The hissing of geese, the languishing cooing of doves, the braying of donkeys, the chatter of irresponsible sparrows—these were in my mind’s ear as I read. “Suffering Sappho!” I exclaimed to myself. “Is this the divine fire that is supposed to ignite genius and make it practicable and wage-earning?”
The story was sentimental drivel, full of whimpering soft-heartedness and gushing egoism. All the art that Pettit had acquired was gone. A perusal of its buttery phrases would have made a cynic of a sighing chambermaid.
In the morning Pettit came to my room. I read him his doom mercilessly. He laughed idiotically.
“All right, Old Hoss,” he said, cheerily, “make cigar-lighters of it. What’s the difference? I’m going to take her to lunch at Claremont to-day.”
There was about a month of it. And then Pettit came to me bearing an invisible mitten, with the fortitude of a dish-rag. He talked of the grave and South America and prussic acid; and I lost an afternoon getting him straight. I took him out and saw that large and curative do
ses of whiskey were administered to him. I warned you this was a true story—’ware your white ribbons if you follow this tale. For two weeks I fed him whiskey and Omar, and read to him regularly every evening the column in the evening paper that reveals the secrets of female beauty. I recommend the treatment.
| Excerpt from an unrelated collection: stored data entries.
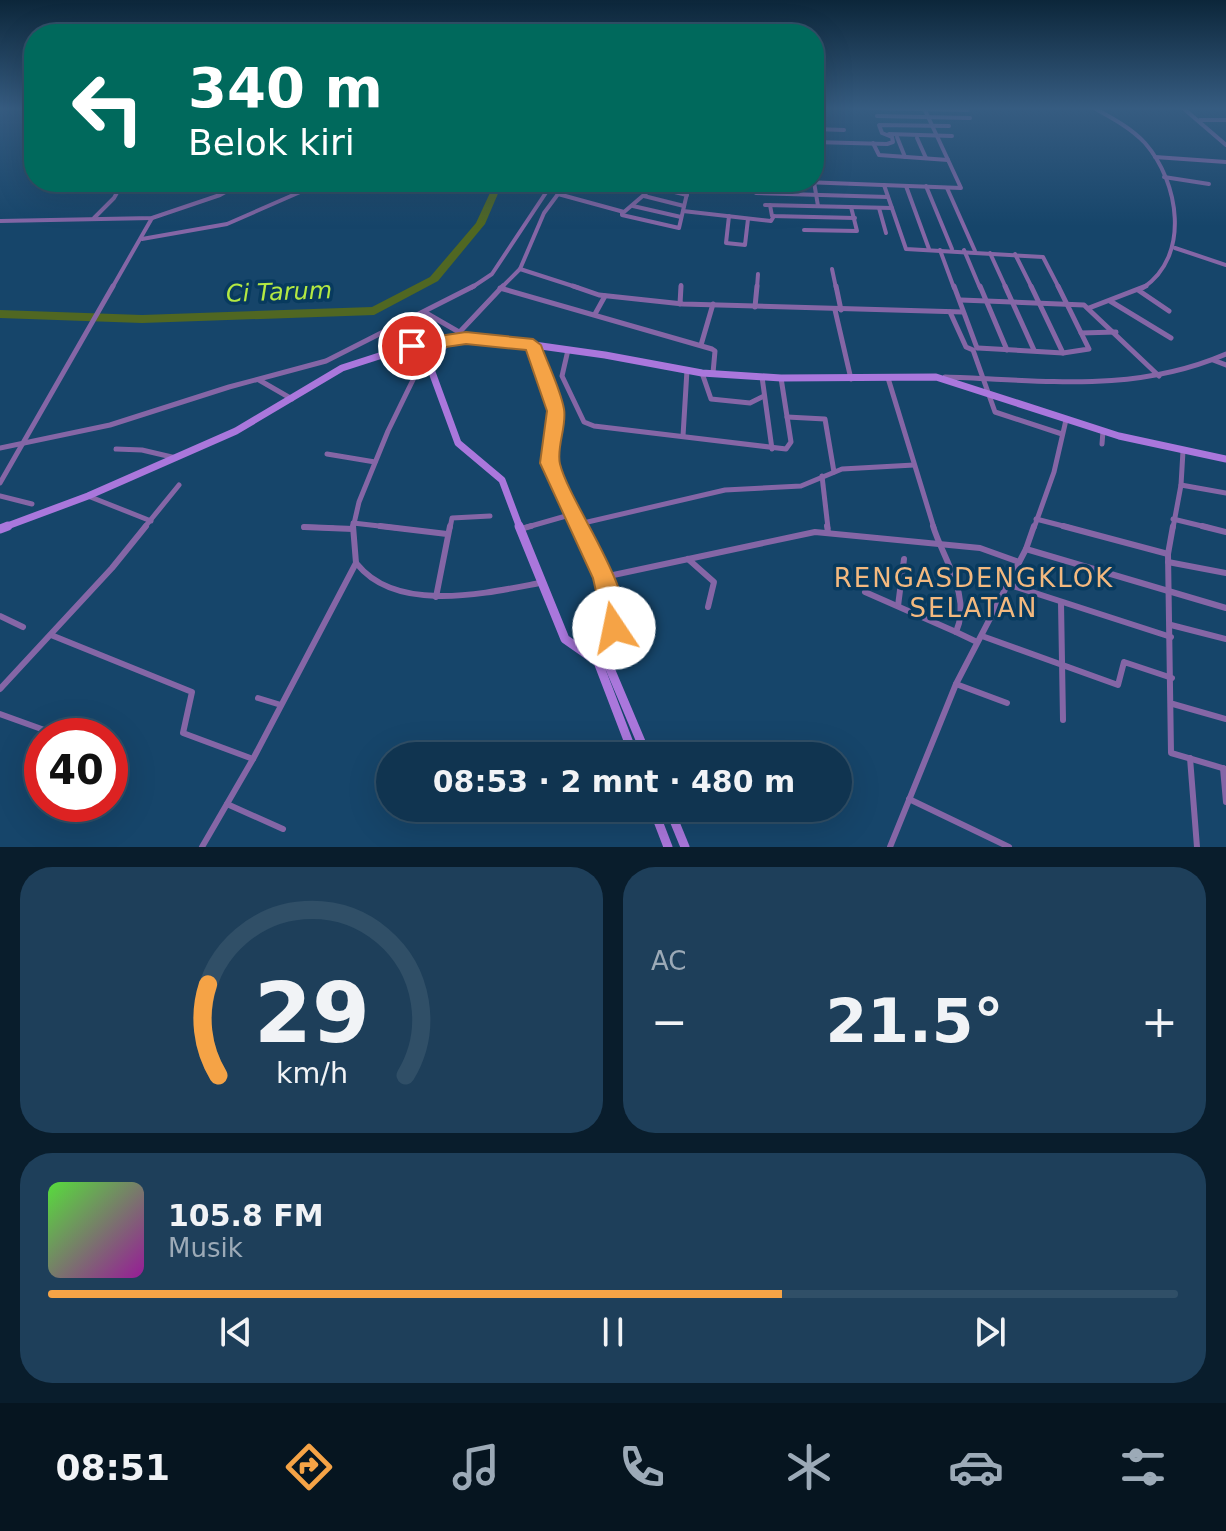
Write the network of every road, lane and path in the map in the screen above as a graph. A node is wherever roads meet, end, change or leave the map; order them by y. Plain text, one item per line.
1 (875, 148) edge
2 (899, 148) edge
3 (921, 148) edge
4 (942, 148) edge
5 (1147, 148) edge
6 (905, 157) junction
7 (1155, 157) junction
8 (926, 158) junction
9 (949, 160) junction
10 (1226, 162) edge
11 (1164, 177) junction
12 (824, 182) edge
13 (1209, 184) dead end
14 (884, 185) junction
15 (906, 186) junction
16 (926, 186) junction
17 (947, 188) junction
18 (117, 192) edge
19 (225, 192) edge
20 (300, 192) edge
21 (546, 192) edge
22 (647, 192) edge
23 (674, 192) edge
24 (688, 192) edge
25 (756, 193) dead end
26 (558, 194) joint
27 (816, 194) junction
28 (687, 195) junction
29 (643, 196) junction
30 (888, 197) junction
31 (632, 205) junction
32 (818, 206) junction
33 (851, 207) junction
34 (879, 208) junction
35 (892, 208) junction
36 (683, 211) junction
37 (622, 212) junction
38 (729, 216) junction
39 (774, 216) junction
40 (150, 218) junction
41 (855, 218) junction
42 (93, 219) junction
43 (748, 219) junction
44 (0, 221) edge
45 (804, 230) dead end
46 (886, 233) dead end
47 (141, 239) junction
48 (1175, 248) junction
49 (929, 249) junction
50 (952, 249) junction
51 (940, 250) junction
52 (964, 250) junction
53 (975, 251) junction
54 (990, 252) junction
55 (1015, 253) junction
56 (1226, 265) edge
57 (520, 269) junction
58 (832, 269) dead end
59 (758, 274) dead end
60 (681, 285) dead end
61 (500, 288) junction
62 (1138, 290) junction
63 (605, 296) junction
64 (961, 300) junction
65 (984, 300) junction
66 (1109, 300) junction
67 (1011, 302) junction
68 (1039, 303) junction
69 (680, 304) junction
70 (713, 304) junction
71 (1068, 305) junction
72 (755, 307) junction
73 (1089, 308) junction
74 (838, 310) junction
75 (1169, 311) dead end
76 (950, 312) junction
77 (963, 312) junction
78 (425, 313) junction
79 (595, 314) junction
80 (1116, 332) junction
81 (1081, 333) junction
82 (454, 337) junction
83 (1171, 338) dead end
84 (431, 342) junction
85 (533, 345) junction
86 (701, 345) junction
87 (975, 349) junction
88 (568, 350) junction
89 (1007, 350) junction
90 (1034, 350) junction
91 (1063, 353) junction
92 (1226, 354) edge
93 (1213, 360) junction
94 (326, 361) junction
95 (1224, 364) edge
96 (342, 368) junction
97 (687, 370) junction
98 (1226, 371) edge
99 (702, 373) junction
100 (713, 373) junction
101 (762, 377) junction
102 (936, 377) junction
103 (1160, 377) junction
104 (781, 378) junction
105 (888, 378) junction
106 (984, 378) junction
107 (259, 379) junction
108 (851, 379) junction
109 (764, 396) junction
110 (990, 396) junction
111 (293, 399) junction
112 (787, 417) junction
113 (1066, 420) junction
114 (1103, 431) junction
115 (1062, 434) junction
116 (683, 436) junction
117 (24, 442) junction
118 (1102, 444) dead end
119 (0, 448) edge
120 (116, 449) dead end
121 (772, 449) junction
122 (1183, 451) junction
123 (327, 454) dead end
124 (177, 459) junction
125 (1226, 459) edge
126 (375, 462) junction
127 (914, 465) junction
128 (834, 472) junction
129 (822, 476) junction
130 (0, 483) edge
131 (179, 485) dead end
132 (1181, 485) junction
133 (1226, 493) edge
134 (0, 496) edge
135 (88, 496) junction
136 (32, 504) dead end
137 (573, 514) junction
138 (490, 516) dead end
139 (1036, 519) junction
140 (1173, 519) junction
141 (151, 521) junction
142 (578, 524) junction
143 (353, 526) junction
144 (304, 527) dead end
145 (0, 529) edge
146 (520, 529) junction
147 (828, 532) junction
148 (1226, 532) edge
149 (447, 534) junction
150 (939, 545) junction
151 (1026, 549) junction
152 (1168, 558) junction
153 (687, 559) junction
154 (904, 559) dead end
155 (1019, 562) junction
156 (356, 563) junction
157 (1226, 573) edge
158 (603, 577) junction
159 (540, 583) junction
160 (1007, 584) junction
161 (865, 592) dead end
162 (1171, 593) junction
163 (436, 597) junction
164 (1061, 603) junction
165 (898, 606) junction
166 (708, 607) dead end
167 (1226, 608) edge
168 (0, 616) edge
169 (1171, 625) junction
170 (23, 627) dead end
171 (956, 632) junction
172 (51, 635) junction
173 (1171, 637) junction
174 (979, 639) junction
175 (1226, 639) edge
176 (602, 661) junction
177 (1061, 666) junction
178 (1172, 678) junction
179 (956, 684) junction
180 (0, 689) edge
181 (258, 698) dead end
182 (1007, 703) dead end
183 (1173, 704) junction
184 (281, 705) junction
185 (0, 714) edge
186 (1226, 719) edge
187 (1063, 720) dead end
188 (24, 723) edge
189 (629, 742) edge
190 (640, 742) edge
191 (1190, 758) junction
192 (253, 759) junction
193 (1224, 768) edge
194 (909, 799) junction
195 (1226, 802) edge
196 (227, 804) junction
197 (658, 822) edge
198 (675, 822) edge
199 (283, 829) dead end
200 (202, 847) edge
201 (668, 847) edge
202 (685, 847) edge
203 (890, 847) edge
204 (1009, 847) edge
205 (1197, 847) edge

1 - 6 street
2 - 6 street
3 - 8 street
4 - 9 street
5 - 7 street
6 - 8 street
7 - 10 street
7 - 11 street
8 - 9 street
9 - 17 street
11 - 13 street
11 - 48 street
12 - 14 street
14 - 15 street
14 - 30 street
15 - 16 street
15 - 49 street
16 - 17 street
16 - 50 street
17 - 53 street
18 - 42 street
19 - 40 street
20 - 47 street
21 - 78 street
22 - 29 street
23 - 28 street
24 - 28 street
25 - 27 street
26 - 37 street
26 - 57 street
27 - 30 street
27 - 32 street
28 - 36 street
29 - 31 street
29 - 36 street
30 - 35 street
31 - 36 street
31 - 37 street
32 - 33 street
32 - 39 street
33 - 34 street
33 - 41 street
34 - 35 street
34 - 46 street
35 - 49 street
36 - 37 street
36 - 38 street
38 - 43 street
38 - 43 street
39 - 41 street
39 - 43 street
40 - 42 street
40 - 47 street
41 - 45 street
42 - 44 street
47 - 117 street
48 - 56 street
48 - 62 street
49 - 51 street
50 - 51 street
50 - 52 street
51 - 64 street
52 - 53 street
52 - 65 street
53 - 54 street
54 - 55 street
54 - 67 street
55 - 68 street
55 - 71 street
57 - 61 street
57 - 63 street
58 - 74 street
59 - 72 street
60 - 69 street
61 - 79 street
61 - 82 street
62 - 66 street
62 - 75 street
63 - 69 street
63 - 79 street
64 - 65 street
64 - 77 street
65 - 67 street
65 - 89 street
66 - 73 street
66 - 83 street
67 - 68 street
67 - 90 street
68 - 71 street
68 - 91 street
69 - 70 street
70 - 72 street
70 - 86 street
71 - 73 street
71 - 81 street
72 - 74 street
73 - 80 street
74 - 76 street
74 - 108 street
76 - 77 street
76 - 87 street
77 - 87 street
78 - 82 street
78 - 94 street
79 - 86 street
80 - 81 street
80 - 103 street
81 - 91 street
82 - 84 street
82 - 85 street
82 - 146 street
84 - 96 street
84 - 126 street
85 - 88 street
85 - 137 street
86 - 100 street
87 - 89 street
87 - 106 street
88 - 97 street
88 - 116 street
89 - 90 street
90 - 91 street
92 - 93 street
93 - 95 street
93 - 103 street
94 - 96 street
94 - 107 street
95 - 98 street
96 - 111 street
97 - 99 street
97 - 116 street
99 - 100 street
99 - 109 street
100 - 101 street
101 - 104 street
101 - 109 street
102 - 105 street
102 - 106 street
102 - 110 street
103 - 106 street
104 - 108 street
104 - 112 street
105 - 108 street
105 - 127 street
106 - 110 street
107 - 111 street
107 - 117 street
109 - 121 street
110 - 113 street
110 - 115 street
111 - 124 street
112 - 121 street
112 - 128 street
113 - 114 street
113 - 115 street
114 - 118 street
114 - 122 street
115 - 139 street
116 - 121 street
117 - 119 street
117 - 130 street
120 - 124 street
122 - 125 street
122 - 132 street
123 - 126 street
124 - 135 street
126 - 143 street
127 - 128 street
127 - 150 street
128 - 129 street
129 - 142 street
129 - 147 street
131 - 141 street
132 - 133 street
132 - 140 street
134 - 136 street
135 - 141 street
135 - 145 street
137 - 142 street
137 - 146 street
138 - 149 street
139 - 151 street
139 - 152 street
140 - 148 street
140 - 152 street
141 - 172 street
142 - 158 street
143 - 144 street
143 - 149 street
143 - 156 street
146 - 159 street
147 - 150 street
147 - 153 street
149 - 163 street
150 - 155 street
150 - 171 street
151 - 155 street
151 - 162 street
152 - 157 street
152 - 162 street
153 - 158 street
153 - 166 street
154 - 165 street
155 - 160 street
156 - 163 street
156 - 184 street
158 - 176 street
159 - 163 street
159 - 176 street
160 - 164 street
160 - 174 street
161 - 165 street
162 - 167 street
162 - 169 street
164 - 173 street
164 - 177 street
165 - 171 street
168 - 170 street
169 - 173 street
169 - 175 street
171 - 174 street
172 - 180 street
172 - 192 street
173 - 178 street
174 - 177 street
174 - 179 street
176 - 189 street
176 - 190 street
177 - 178 street
177 - 187 street
178 - 183 street
179 - 182 street
179 - 194 street
181 - 184 street
183 - 186 street
183 - 191 street
184 - 192 street
185 - 188 street
191 - 193 street
191 - 205 street
192 - 196 street
193 - 195 street
194 - 203 street
194 - 204 street
196 - 199 street
196 - 200 street
197 - 201 street
198 - 202 street

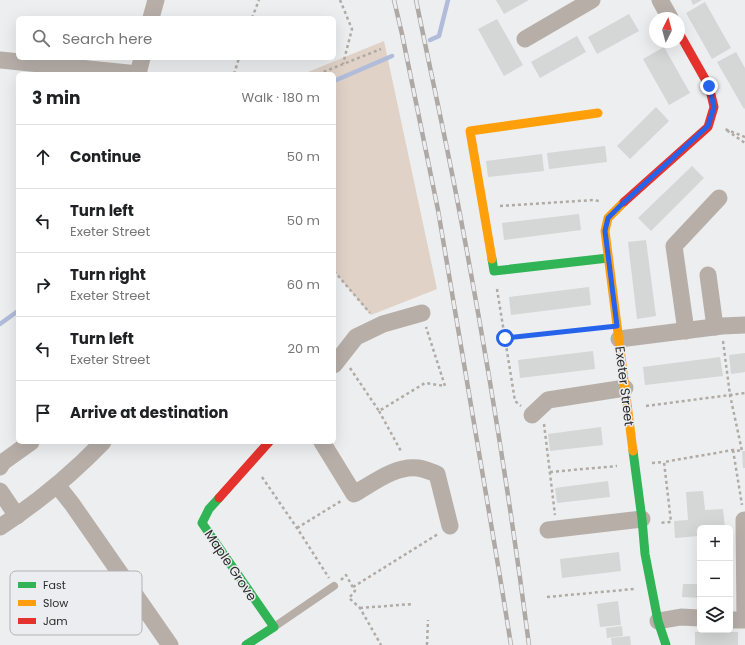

After Pettit was cured he wrote more stories. He recovered his old-time facility and did work just short of good enough. Then the curtain rose on the third act.
A little, dark-eyed, silent girl from New Hampshire, who was studying applied design, fell deeply in love with him. She was the intense sort, but externally glacé, such as New England sometimes fools us with. Pettit liked her mildly, and took her about a good deal. She worshipped him, and now and then bored him.
There came a climax when she tried to jump out of a window, and he had to save her by some perfunctory, unmeant wooing. Even I was shaken by the depths of the absorbing affection she showed. Home, friends, traditions, creeds went up like thistle-down in the scale against her love. It was really discomposing.
One night again Pettit sauntered in, yawning. As he had told me before, he said he felt that he could do a great story, and as before I hunted him to his room and saw him open his inkstand. At one o’clock the sheets of paper slid under my door.
I read that story, and I jumped up, late as it was, with a whoop of joy. Old Pettit had done it. Just as though it lay there, red and bleeding, a woman’s heart was written into the lines. You couldn’t see the joining, but art, exquisite art, and pulsing nature had been combined into a love story that took you by the throat like the quinsy. I broke into Pettit’s room and beat him on the back and called him names—names high up in the galaxy of the immortals that we admired. And Pettit yawned and begged to be allowed to sleep.
On the morrow, I dragged him to an editor. The great man read, and, rising, gave Pettit his hand. That was a decoration, a wreath of bay, and a guarantee of rent.